Saved entries:

# # # # # # #

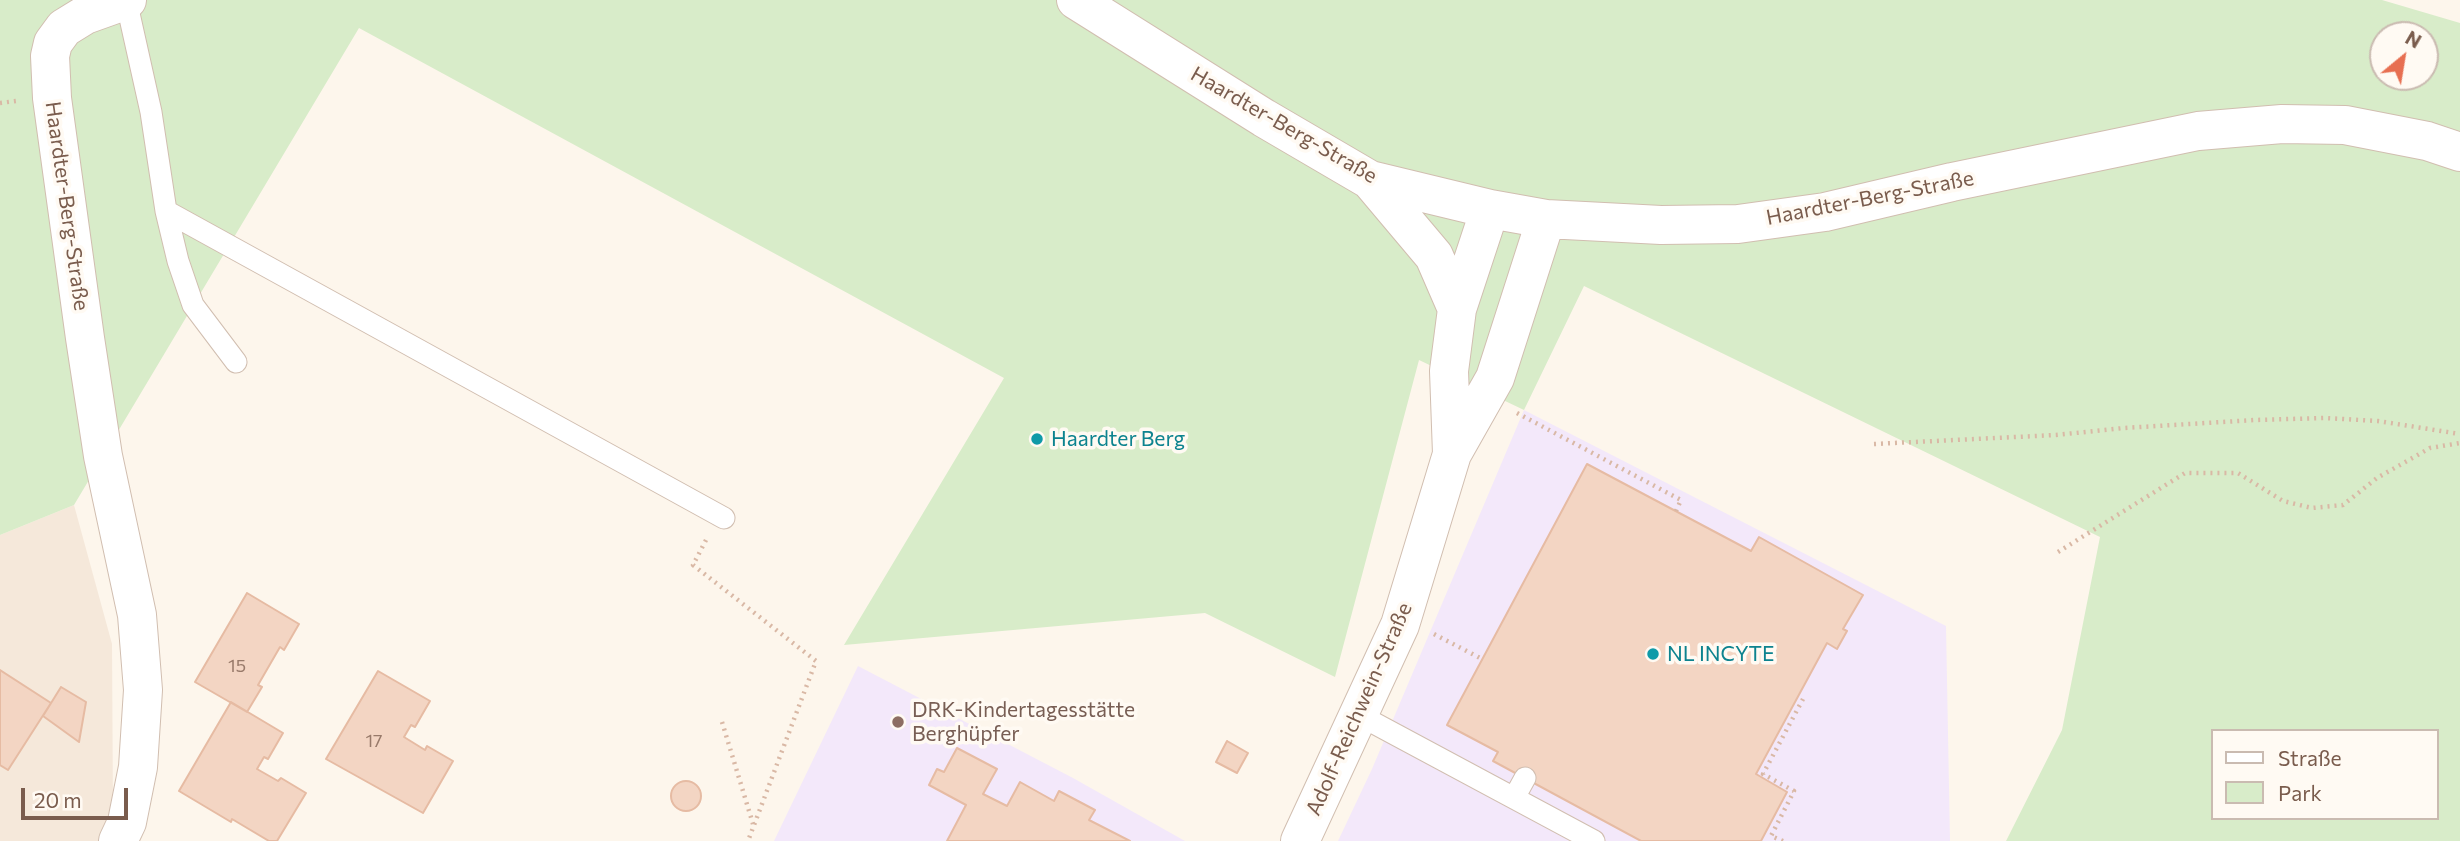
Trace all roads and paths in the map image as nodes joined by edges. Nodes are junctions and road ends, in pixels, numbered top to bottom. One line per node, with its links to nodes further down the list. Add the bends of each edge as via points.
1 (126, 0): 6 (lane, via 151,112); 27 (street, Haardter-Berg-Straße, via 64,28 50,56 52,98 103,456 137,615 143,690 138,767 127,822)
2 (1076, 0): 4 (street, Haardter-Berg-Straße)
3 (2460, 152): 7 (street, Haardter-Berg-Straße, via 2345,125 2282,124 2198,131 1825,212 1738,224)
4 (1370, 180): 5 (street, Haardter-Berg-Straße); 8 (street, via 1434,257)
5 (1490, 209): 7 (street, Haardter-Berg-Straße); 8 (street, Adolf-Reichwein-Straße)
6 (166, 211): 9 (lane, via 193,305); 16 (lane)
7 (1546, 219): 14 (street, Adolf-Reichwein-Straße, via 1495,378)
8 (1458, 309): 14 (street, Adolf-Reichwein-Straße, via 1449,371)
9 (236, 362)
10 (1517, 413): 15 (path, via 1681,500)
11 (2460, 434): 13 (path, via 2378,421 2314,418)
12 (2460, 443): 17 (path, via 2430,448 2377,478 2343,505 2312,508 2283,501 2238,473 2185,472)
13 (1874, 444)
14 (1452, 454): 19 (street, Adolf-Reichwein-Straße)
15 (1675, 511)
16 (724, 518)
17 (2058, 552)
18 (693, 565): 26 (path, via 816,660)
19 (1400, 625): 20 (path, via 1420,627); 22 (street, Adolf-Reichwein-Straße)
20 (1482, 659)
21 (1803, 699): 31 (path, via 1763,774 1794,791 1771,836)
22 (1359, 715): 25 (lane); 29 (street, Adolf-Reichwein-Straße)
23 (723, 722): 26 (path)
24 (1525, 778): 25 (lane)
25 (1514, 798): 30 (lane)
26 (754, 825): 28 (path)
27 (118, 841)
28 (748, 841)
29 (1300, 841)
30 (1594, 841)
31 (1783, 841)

# # # # # # #

Work instruction:
Wherever the string "Straße" appears in the data above, copy the line it sits in.

Answer below:
1 (126, 0): 6 (lane, via 151,112); 27 (street, Haardter-Berg-Straße, via 64,28 50,56 52,98 103,456 137,615 143,690 138,767 127,822)
2 (1076, 0): 4 (street, Haardter-Berg-Straße)
3 (2460, 152): 7 (street, Haardter-Berg-Straße, via 2345,125 2282,124 2198,131 1825,212 1738,224)
4 (1370, 180): 5 (street, Haardter-Berg-Straße); 8 (street, via 1434,257)
5 (1490, 209): 7 (street, Haardter-Berg-Straße); 8 (street, Adolf-Reichwein-Straße)
7 (1546, 219): 14 (street, Adolf-Reichwein-Straße, via 1495,378)
8 (1458, 309): 14 (street, Adolf-Reichwein-Straße, via 1449,371)
14 (1452, 454): 19 (street, Adolf-Reichwein-Straße)
19 (1400, 625): 20 (path, via 1420,627); 22 (street, Adolf-Reichwein-Straße)
22 (1359, 715): 25 (lane); 29 (street, Adolf-Reichwein-Straße)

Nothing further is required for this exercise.